Gli alberghi saranno poi sottoposti ad ulteriore restrizioni. Dalle ore 18:00 del 31 dicembre 2020 alle ore 7:00 del 1° gennaio 2021 potranno fare solo il servizio in camera. Questa misura mira a bloccare i veglioni di Capodanno.

Le attività delle strutture ricettive potranno continuare a patto che venga garantito il distanziamento fisico tra gli ospiti e tutti i presenti.

Regole per le altre attività imprenditoriali

Le piste da sci rimarranno chiuse fino al 6 gennaio, ma possono riaprire a partire dal 7 gennaio solo se applicano attentamente le Linee Guida anti-contagio predisposte a livello regionale e territoriale, convalidate dal Comitato Tecnico-Scientifico. Le norme riguardano, come sempre, il distanziamento fisico o l’ingresso contingentato e nascono proprio per evitare assembramenti.

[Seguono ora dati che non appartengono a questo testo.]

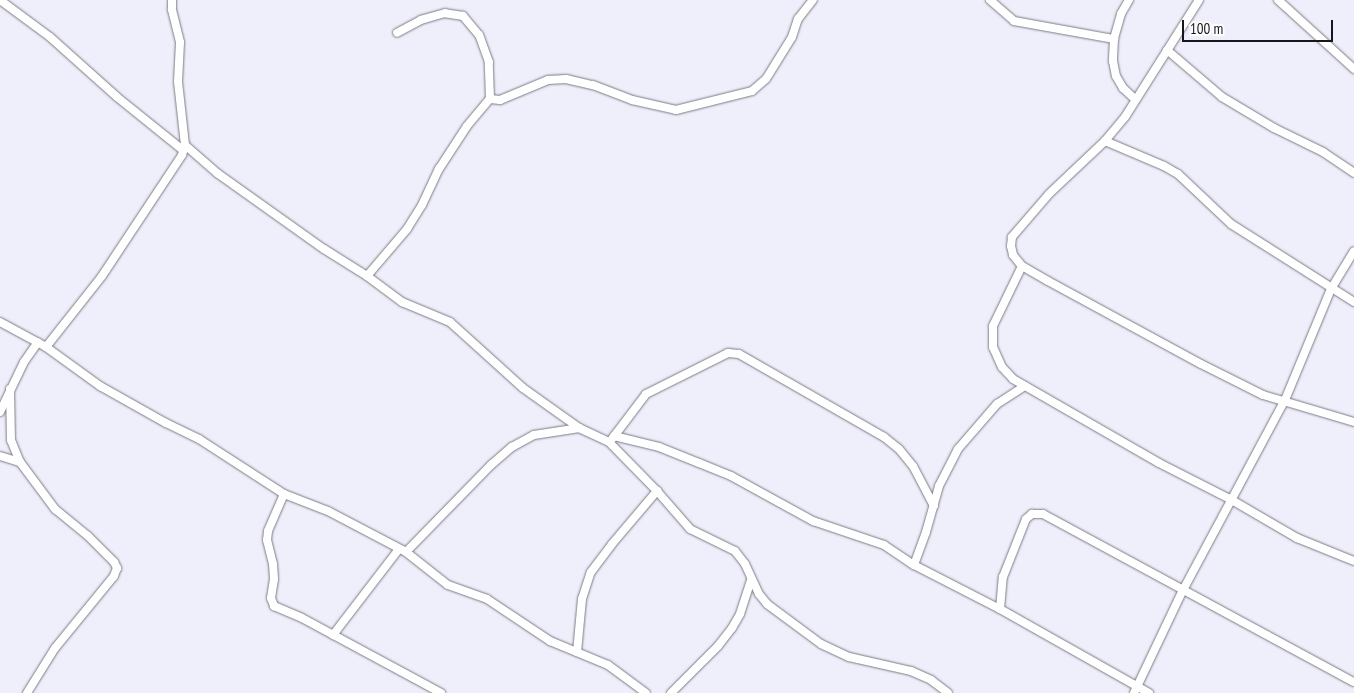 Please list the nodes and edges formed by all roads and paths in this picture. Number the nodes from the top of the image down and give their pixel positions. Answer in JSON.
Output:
{"nodes":[{"id":1,"x":0,"y":0,"type":"edge"},
{"id":2,"x":172,"y":0,"type":"edge"},
{"id":3,"x":813,"y":0,"type":"edge"},
{"id":4,"x":990,"y":0,"type":"edge"},
{"id":5,"x":1129,"y":0,"type":"edge"},
{"id":6,"x":1199,"y":0,"type":"edge"},
{"id":7,"x":1278,"y":0,"type":"edge"},
{"id":8,"x":397,"y":33,"type":"dead end"},
{"id":9,"x":1114,"y":39,"type":"junction"},
{"id":10,"x":1167,"y":50,"type":"junction"},
{"id":11,"x":1354,"y":69,"type":"edge"},
{"id":12,"x":490,"y":99,"type":"junction"},
{"id":13,"x":1135,"y":99,"type":"junction"},
{"id":14,"x":1105,"y":141,"type":"junction"},
{"id":15,"x":184,"y":148,"type":"junction"},
{"id":16,"x":1354,"y":173,"type":"edge"},
{"id":17,"x":1354,"y":251,"type":"edge"},
{"id":18,"x":1022,"y":266,"type":"junction"},
{"id":19,"x":367,"y":276,"type":"junction"},
{"id":20,"x":1331,"y":289,"type":"junction"},
{"id":21,"x":1354,"y":302,"type":"edge"},
{"id":22,"x":0,"y":322,"type":"edge"},
{"id":23,"x":38,"y":342,"type":"junction"},
{"id":24,"x":46,"y":347,"type":"junction"},
{"id":25,"x":1023,"y":386,"type":"junction"},
{"id":26,"x":10,"y":389,"type":"junction"},
{"id":27,"x":1285,"y":400,"type":"junction"},
{"id":28,"x":0,"y":412,"type":"edge"},
{"id":29,"x":1354,"y":422,"type":"edge"},
{"id":30,"x":579,"y":428,"type":"junction"},
{"id":31,"x":612,"y":439,"type":"junction"},
{"id":32,"x":0,"y":456,"type":"edge"},
{"id":33,"x":20,"y":462,"type":"junction"},
{"id":34,"x":657,"y":491,"type":"junction"},
{"id":35,"x":284,"y":494,"type":"junction"},
{"id":36,"x":1230,"y":499,"type":"junction"},
{"id":37,"x":934,"y":506,"type":"junction"},
{"id":38,"x":403,"y":551,"type":"junction"},
{"id":39,"x":1354,"y":562,"type":"edge"},
{"id":40,"x":914,"y":564,"type":"junction"},
{"id":41,"x":751,"y":580,"type":"junction"},
{"id":42,"x":1183,"y":590,"type":"junction"},
{"id":43,"x":1000,"y":609,"type":"junction"},
{"id":44,"x":333,"y":635,"type":"junction"},
{"id":45,"x":578,"y":652,"type":"junction"},
{"id":46,"x":1354,"y":682,"type":"edge"},
{"id":47,"x":1136,"y":690,"type":"edge"},
{"id":48,"x":27,"y":693,"type":"edge"},
{"id":49,"x":441,"y":693,"type":"edge"},
{"id":50,"x":646,"y":693,"type":"edge"},
{"id":51,"x":671,"y":693,"type":"edge"},
{"id":52,"x":948,"y":693,"type":"edge"},
{"id":53,"x":1149,"y":693,"type":"edge"}],
"edges":[{"from":1,"to":15,"type":"street"},
{"from":2,"to":15,"type":"street"},
{"from":3,"to":12,"type":"street"},
{"from":4,"to":9,"type":"street"},
{"from":5,"to":9,"type":"street"},
{"from":6,"to":10,"type":"street"},
{"from":7,"to":11,"type":"street"},
{"from":8,"to":12,"type":"street"},
{"from":9,"to":13,"type":"street"},
{"from":10,"to":13,"type":"street"},
{"from":10,"to":16,"type":"street"},
{"from":12,"to":19,"type":"street"},
{"from":13,"to":14,"type":"street"},
{"from":14,"to":18,"type":"street"},
{"from":14,"to":20,"type":"street"},
{"from":15,"to":19,"type":"street"},
{"from":15,"to":24,"type":"street"},
{"from":17,"to":20,"type":"street"},
{"from":18,"to":25,"type":"street"},
{"from":18,"to":27,"type":"street"},
{"from":19,"to":30,"type":"street"},
{"from":20,"to":21,"type":"street"},
{"from":20,"to":27,"type":"street"},
{"from":22,"to":23,"type":"street"},
{"from":23,"to":24,"type":"street"},
{"from":23,"to":26,"type":"street"},
{"from":24,"to":35,"type":"street"},
{"from":25,"to":36,"type":"street"},
{"from":25,"to":37,"type":"street"},
{"from":26,"to":28,"type":"street"},
{"from":26,"to":33,"type":"street"},
{"from":27,"to":29,"type":"street"},
{"from":27,"to":36,"type":"street"},
{"from":30,"to":31,"type":"street"},
{"from":30,"to":38,"type":"street"},
{"from":31,"to":34,"type":"street"},
{"from":31,"to":37,"type":"street"},
{"from":31,"to":40,"type":"street"},
{"from":32,"to":33,"type":"street"},
{"from":33,"to":48,"type":"street"},
{"from":34,"to":41,"type":"street"},
{"from":34,"to":45,"type":"street"},
{"from":35,"to":38,"type":"street"},
{"from":35,"to":44,"type":"street"},
{"from":36,"to":39,"type":"street"},
{"from":36,"to":42,"type":"street"},
{"from":37,"to":40,"type":"street"},
{"from":38,"to":44,"type":"street"},
{"from":38,"to":45,"type":"street"},
{"from":40,"to":43,"type":"street"},
{"from":41,"to":51,"type":"street"},
{"from":41,"to":52,"type":"street"},
{"from":42,"to":43,"type":"street"},
{"from":42,"to":46,"type":"street"},
{"from":42,"to":47,"type":"street"},
{"from":43,"to":47,"type":"street"},
{"from":44,"to":49,"type":"street"},
{"from":45,"to":50,"type":"street"},
{"from":47,"to":53,"type":"street"}]}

Tra le altre attività menzionate dal DPCM spiccano anche le crociere, che vengono annullate dal 21 dicembre 2020 al 6 gennaio 2021. Si parla delle navi con bandiera italiana che hanno come luoghi di partenza, sosta o arrivo i porti italiani.

Accanto a queste disposizioni, rimangono quelle già emanate nei precedenti Decreti che sospendono l’attività di palestre, piscine, centri benessere, centri termali, sale bingo, casinò, musei, ma anche i cinema e tutti gli spettacoli ed eventi.